Westridge’s Spring Production of The Book of Will Highlights “the power of theater to pull us through difficult times”

The poster for the Spring play, The Book of Will. (Artwork by Izzy C. ’23)

The poster for the Spring play, The Book of Will. (Artwork by Izzy C. ’23)

The stage darkens as the sound of rustling paper and applause echoes through the theater. The audience murmurings die down and the first actor walks onto the stage accompanied by a spotlight. And with that, the spring performance of The Book of Will begins.

The play follows a ragtag group of actors in Shakespeare’s King’s Men troupe. Three years after Shakespeare’s death, the actors work to combine all of his plays into a book to preserve his legacy.

COVID-19 hit the Westridge theatre department hard, forcing productions online last year and outside in the amphitheater when school resumed in person this year. The Book of Will, performed on March 11, 12, and 13, is the first play since the beginning of the pandemic to be inside the Performing Arts Center (PAC). All audience members had to provide proof of vaccination and wear masks throughout the whole show. Groups were seated two seats away from each other.

In early January when rehearsals started, Westridge was forced online due to an increase in COVID cases. This posed a challenge to the company because the first rehearsals are usually spent figuring out where the actors stand and how they move onstage, which is difficult to do online. Mr. Brandon Kruhm, Director of Theatre, had to screen share a diagram of the stage and virtually point out the blocking of each scene.

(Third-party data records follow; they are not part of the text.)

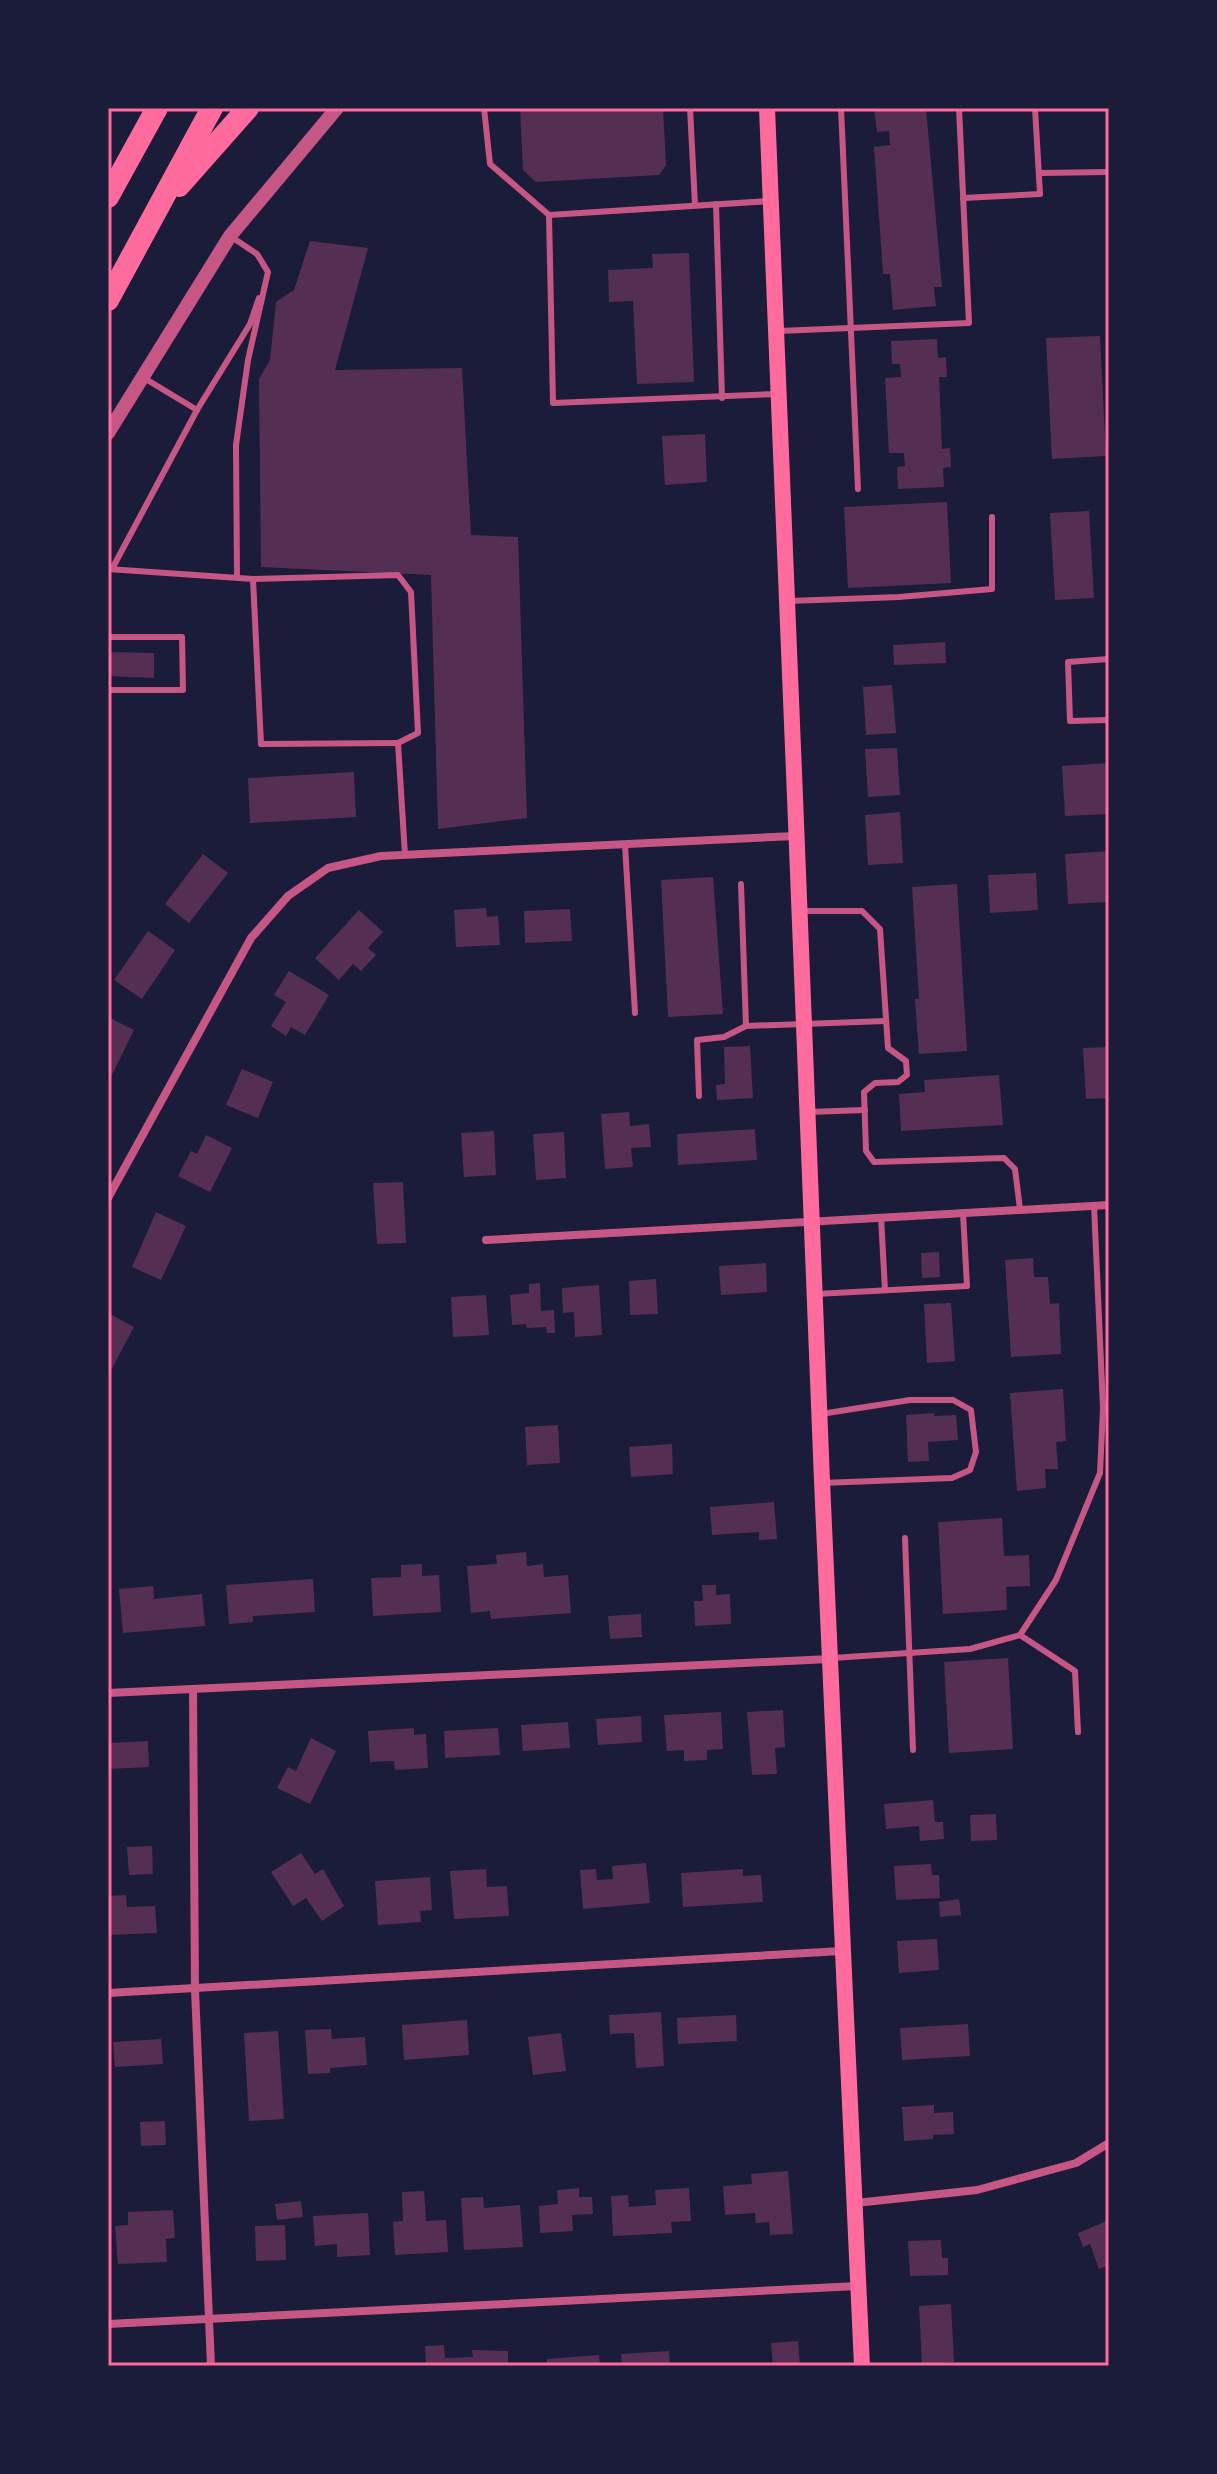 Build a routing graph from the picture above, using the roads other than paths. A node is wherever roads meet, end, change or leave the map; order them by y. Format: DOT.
graph roads {
  1 [pos="157,108"];
  2 [pos="212,108"];
  3 [pos="248,108"];
  4 [pos="337,108"];
  5 [pos="484,108"];
  6 [pos="690,108"];
  7 [pos="767,108"];
  8 [pos="841,108"];
  9 [pos="959,108"];
  10 [pos="1035,108"];
  11 [pos="1109,172"];
  12 [pos="1039,173"];
  13 [pos="108,197"];
  14 [pos="963,198"];
  15 [pos="770,201"];
  16 [pos="716,204"];
  17 [pos="695,205"];
  18 [pos="549,215"];
  19 [pos="149,220"];
  20 [pos="230,236"];
  21 [pos="268,272"];
  22 [pos="108,300"];
  23 [pos="852,328"];
  24 [pos="775,331"];
  25 [pos="141,376"];
  26 [pos="778,394"];
  27 [pos="722,398"];
  28 [pos="197,410"];
  29 [pos="108,433"];
  30 [pos="858,489"];
  31 [pos="992,517"];
  32 [pos="110,569"];
  33 [pos="237,577"];
  34 [pos="253,579"];
  35 [pos="786,601"];
  36 [pos="108,637"];
  37 [pos="1109,659"];
  38 [pos="108,690"];
  39 [pos="1109,720"];
  40 [pos="398,743"];
  41 [pos="795,836"];
  42 [pos="625,845"];
  43 [pos="405,855"];
  44 [pos="741,884"];
  45 [pos="799,911"];
  46 [pos="635,1013"];
  47 [pos="886,1021"];
  48 [pos="804,1022"];
  49 [pos="746,1026"];
  50 [pos="699,1096"];
  51 [pos="865,1110"];
  52 [pos="808,1112"];
  53 [pos="108,1198"];
  54 [pos="1094,1205"];
  55 [pos="1109,1205"];
  56 [pos="1020,1209"];
  57 [pos="963,1212"];
  58 [pos="881,1217"];
  59 [pos="814,1220"];
  60 [pos="486,1240"];
  61 [pos="885,1290"];
  62 [pos="816,1294"];
  63 [pos="820,1414"];
  64 [pos="822,1483"];
  65 [pos="905,1538"];
  66 [pos="1020,1635"];
  67 [pos="909,1653"];
  68 [pos="831,1659"];
  69 [pos="193,1689"];
  70 [pos="108,1693"];
  71 [pos="1078,1732"];
  72 [pos="913,1750"];
  73 [pos="843,1951"];
  74 [pos="195,1990"];
  75 [pos="108,1993"];
  76 [pos="1109,2143"];
  77 [pos="855,2203"];
  78 [pos="859,2286"];
  79 [pos="208,2319"];
  80 [pos="108,2324"];
  81 [pos="211,2366"];
  82 [pos="862,2366"];
  1 -- 13 [label="highway"];
  2 -- 19 [label="highway"];
  3 -- 19 [label="highway"];
  4 -- 20 [label="street"];
  5 -- 18 [label="lane"];
  6 -- 17 [label="lane"];
  7 -- 15 [label="main road"];
  8 -- 23 [label="lane"];
  9 -- 14 [label="lane"];
  10 -- 12 [label="lane"];
  11 -- 12 [label="lane"];
  12 -- 14 [label="lane"];
  14 -- 23 [label="lane"];
  15 -- 16 [label="lane"];
  15 -- 24 [label="main road"];
  16 -- 17 [label="lane"];
  16 -- 27 [label="lane"];
  17 -- 18 [label="lane"];
  18 -- 27 [label="lane"];
  19 -- 22 [label="highway"];
  20 -- 21 [label="lane"];
  20 -- 25 [label="street"];
  21 -- 28 [label="lane"];
  21 -- 33 [label="lane"];
  23 -- 24 [label="lane"];
  23 -- 30 [label="lane"];
  24 -- 26 [label="main road"];
  25 -- 28 [label="lane"];
  25 -- 29 [label="street"];
  26 -- 27 [label="lane"];
  26 -- 35 [label="main road"];
  28 -- 32 [label="lane"];
  31 -- 35 [label="lane"];
  32 -- 33 [label="lane"];
  33 -- 34 [label="lane"];
  34 -- 40 [label="lane"];
  34 -- 40 [label="lane"];
  35 -- 41 [label="main road"];
  36 -- 38 [label="lane"];
  37 -- 39 [label="lane"];
  40 -- 43 [label="lane"];
  41 -- 42 [label="street"];
  41 -- 45 [label="main road"];
  42 -- 43 [label="street"];
  42 -- 46 [label="lane"];
  43 -- 53 [label="street"];
  44 -- 49 [label="lane"];
  45 -- 47 [label="lane"];
  45 -- 48 [label="main road"];
  47 -- 48 [label="lane"];
  47 -- 51 [label="lane"];
  48 -- 49 [label="lane"];
  48 -- 52 [label="main road"];
  49 -- 50 [label="lane"];
  51 -- 52 [label="lane"];
  51 -- 56 [label="lane"];
  52 -- 59 [label="main road"];
  54 -- 55 [label="street"];
  54 -- 56 [label="street"];
  54 -- 66 [label="lane"];
  56 -- 57 [label="street"];
  57 -- 58 [label="street"];
  57 -- 61 [label="lane"];
  58 -- 59 [label="street"];
  58 -- 61 [label="lane"];
  59 -- 60 [label="street"];
  59 -- 62 [label="main road"];
  61 -- 62 [label="lane"];
  62 -- 63 [label="main road"];
  63 -- 64 [label="main road"];
  63 -- 64 [label="lane"];
  64 -- 68 [label="main road"];
  65 -- 67 [label="lane"];
  66 -- 67 [label="lane"];
  66 -- 71 [label="lane"];
  67 -- 68 [label="lane"];
  67 -- 72 [label="lane"];
  68 -- 69 [label="street"];
  68 -- 73 [label="main road"];
  69 -- 70 [label="street"];
  69 -- 74 [label="street"];
  73 -- 74 [label="street"];
  73 -- 77 [label="main road"];
  74 -- 75 [label="street"];
  74 -- 79 [label="street"];
  76 -- 77 [label="street"];
  77 -- 78 [label="main road"];
  78 -- 79 [label="street"];
  78 -- 82 [label="main road"];
  79 -- 80 [label="street"];
  79 -- 81 [label="street"];
}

“When the actors came back, I was really surprised and impressed at how much of [the blocking] they were able to retain and figure out sort of for the first time and they knew where to be,” Kruhm said.

Once the company returned to in-person rehearsals, everyone had to adjust to being back in the PAC. For example, the props crew had to make all of the props and backdrops bigger than the props and backdrops of this year’s previous plays because of the larger stage. Mrs. Katie McDermott, Scenic and Properties Designer, remarked on the difficulties. “It was a lot of paper. There’s like these big paper lines that come out during the show and get pulled up on pulleys…we called it the Show of Paper.”

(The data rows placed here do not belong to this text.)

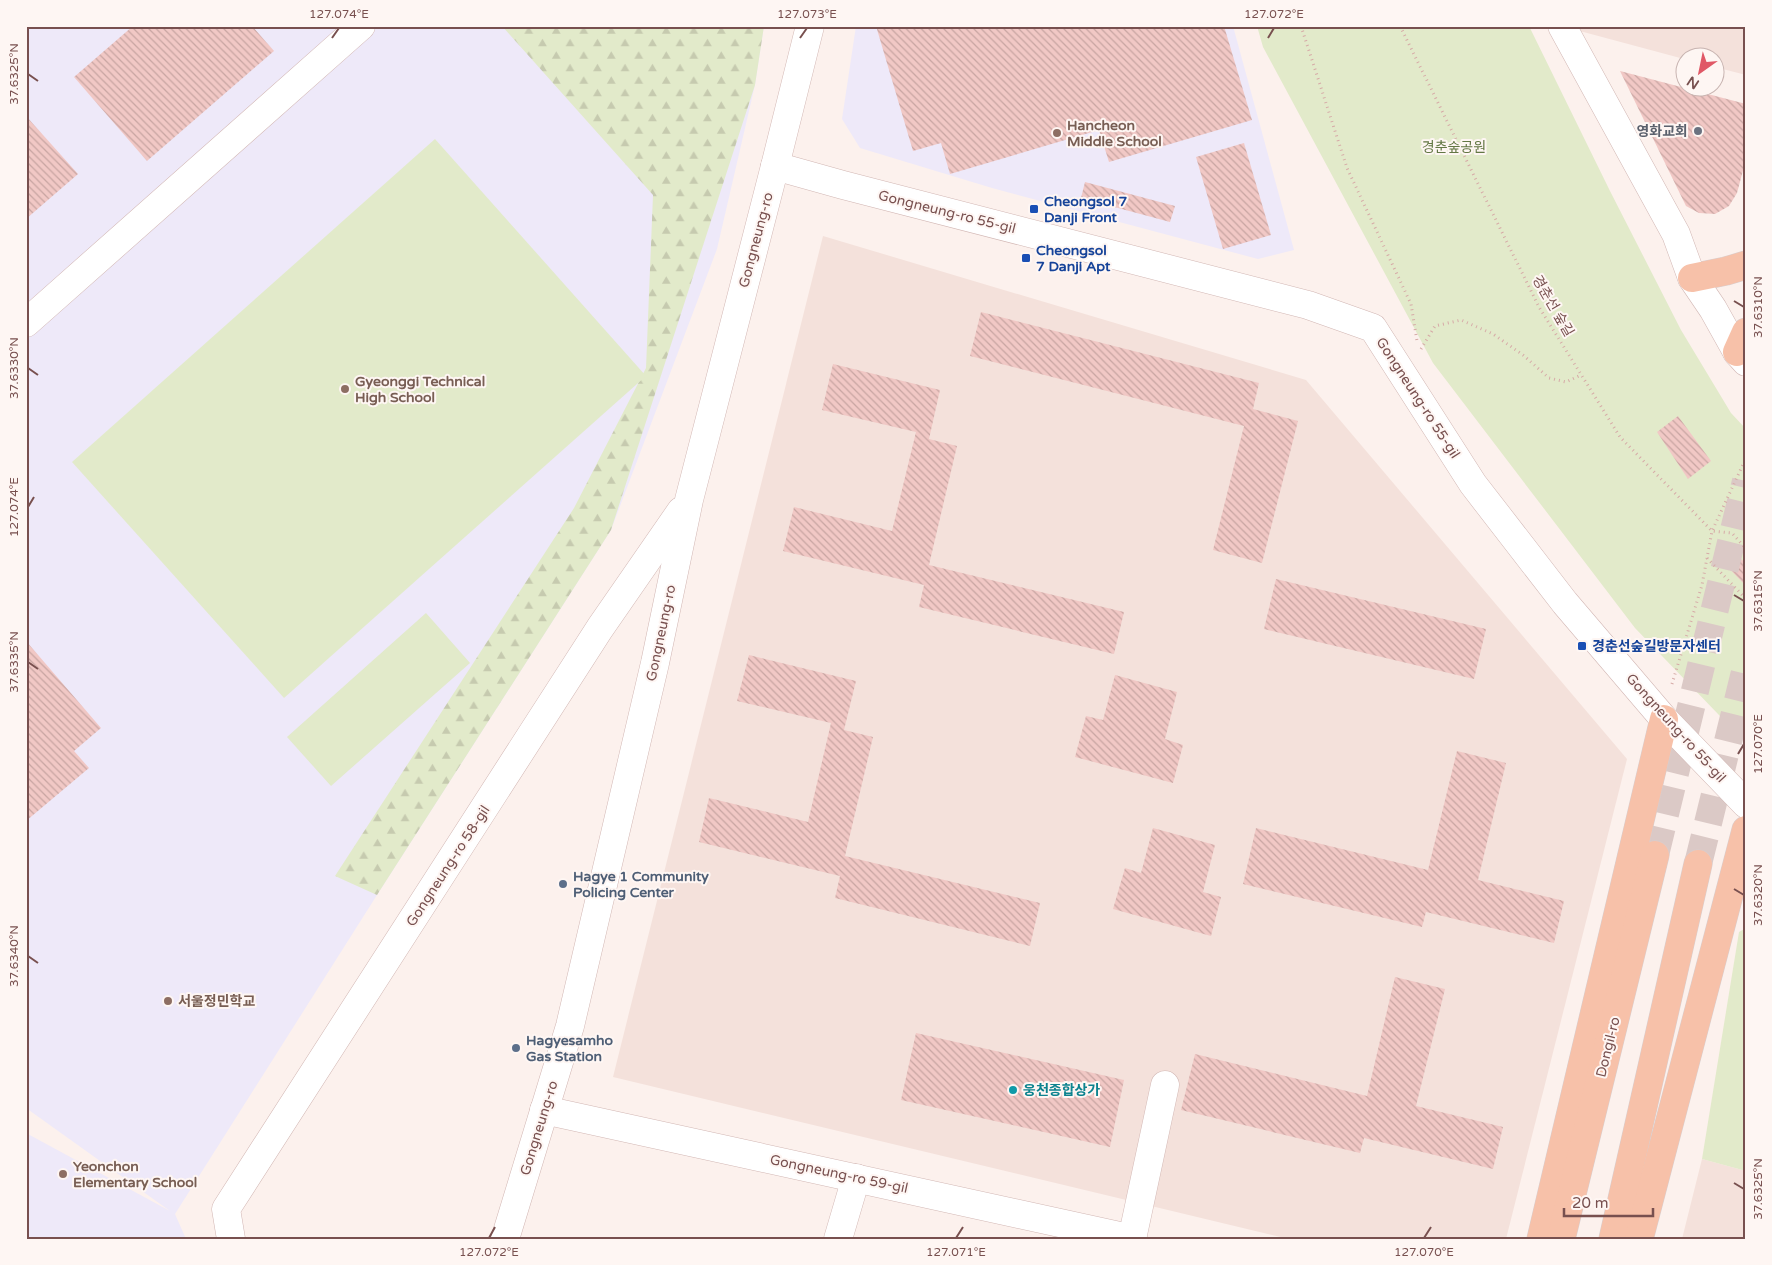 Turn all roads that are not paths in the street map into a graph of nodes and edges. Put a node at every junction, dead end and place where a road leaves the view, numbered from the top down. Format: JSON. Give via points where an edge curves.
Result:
{"nodes":[{"id":1,"x":361,"y":26,"type":"edge"},
{"id":2,"x":810,"y":26,"type":"edge"},
{"id":3,"x":1562,"y":26,"type":"edge"},
{"id":4,"x":776,"y":166,"type":"junction"},
{"id":5,"x":1746,"y":265,"type":"edge"},
{"id":6,"x":1692,"y":278,"type":"junction"},
{"id":7,"x":26,"y":323,"type":"edge"},
{"id":8,"x":1744,"y":348,"type":"edge"},
{"id":9,"x":689,"y":500,"type":"junction"},
{"id":10,"x":1664,"y":719,"type":"junction"},
{"id":11,"x":1746,"y":804,"type":"edge"},
{"id":12,"x":1746,"y":830,"type":"edge"},
{"id":13,"x":1655,"y":855,"type":"tunnel mouth"},
{"id":14,"x":1698,"y":864,"type":"tunnel mouth"},
{"id":15,"x":1165,"y":1085,"type":"dead end"},
{"id":16,"x":544,"y":1110,"type":"junction"},
{"id":17,"x":856,"y":1178,"type":"junction"},
{"id":18,"x":231,"y":1239,"type":"edge"},
{"id":19,"x":505,"y":1239,"type":"edge"},
{"id":20,"x":838,"y":1239,"type":"edge"},
{"id":21,"x":1132,"y":1239,"type":"edge"},
{"id":22,"x":1541,"y":1239,"type":"edge"},
{"id":23,"x":1561,"y":1239,"type":"edge"},
{"id":24,"x":1613,"y":1239,"type":"edge"},
{"id":25,"x":1639,"y":1239,"type":"edge"}],
"edges":[{"from":1,"to":7,"type":"street"},
{"from":2,"to":4,"type":"street","name":"Gongneung-ro"},
{"from":3,"to":6,"type":"street","via":[[1676,234]]},
{"from":4,"to":9,"type":"street","name":"Gongneung-ro"},
{"from":4,"to":10,"type":"street","name":"Gongneung-ro 55-gil","via":[[1308,305],[1373,328],[1474,484],[1565,602]]},
{"from":5,"to":6,"type":"main road"},
{"from":6,"to":8,"type":"street"},
{"from":9,"to":16,"type":"street","name":"Gongneung-ro","via":[[655,663],[570,1026]]},
{"from":9,"to":18,"type":"street","name":"Gongneung-ro 58-gil","via":[[600,628],[226,1209]]},
{"from":10,"to":11,"type":"street","name":"Gongneung-ro 55-gil"},
{"from":10,"to":22,"type":"main road"},
{"from":12,"to":25,"type":"main road"},
{"from":13,"to":23,"type":"main road","name":"Dongil-ro"},
{"from":14,"to":24,"type":"main road"},
{"from":15,"to":21,"type":"street"},
{"from":16,"to":17,"type":"street","name":"Gongneung-ro 59-gil"},
{"from":16,"to":19,"type":"street","name":"Gongneung-ro"},
{"from":17,"to":20,"type":"street"},
{"from":17,"to":21,"type":"street","name":"Gongneung-ro 59-gil"}]}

The printing shop as they make the First Folio. (photo credit: Mckenna D.)

Audience members enjoyed the show. Agatha C. ’23 commented on the lighting and scene design. “It was good, very jubilant. I liked the blue hues, it was all so enjoyable.”

During rehearsals, the company met with Lauren Gunderson, the writer of The Book of Will. “As a director, I really tried not to let her intention affect us too much,” Izzy C. ’23, one of the play’s assistant directors, said. “She didn’t end up imposing her will. I think she was very wonderful to talk to. I think she really brought us perspective, big picture. Learning what she thought the heart of the show was gave us more perspective of how we should approach those scenes. It was just kind of lovely to talk to her, she was very kind. It was just fun.”

The Book of Will is a historic recounting of how Shakespeare’s plays were gathered and preserved, but the main focus of the play isn’t on Shakespeare; it’s on the impact of theater and art on society. “I think the play is sort of about the power of theater to pull us through difficult times, and so it sort of felt, coming back from a pandemic and for our first show to be back in PAC, just really cool,” Mr. Kruhm said.

Izzy remarked on a scene where the two of the main characters discuss their passion for theater. “John and Henry are sitting on the Globe stage, and they’re talking about their love for theater and art and how important it is and why we do theater at all. In the scene, it’s the two characters looking around and being in awe of the Globe Theater and their love for this space and for the art, but it was not just John and Henry, it was Luca and Amelia sitting on the PAC stage looking at PAC, this building that is so dear to us.” Luca G. ’22 and Amelia H. ’22 played two main roles in the play.

“It was definitely sad, saying goodbye to Westridge theatre essentially and doing my last show,” Amelia said. “I do think that the character and the show were really good to finish on because they are about the importance of theater. So finishing up on that felt really appropriate, but it definitely felt sad because it becomes such a tight-knit community that I’ve been part of for the past four years. Now it’s over and my heart’s a little broken, but I still get to see everyone around campus and I still get to go into the Performing Arts Center and talk to the teachers.”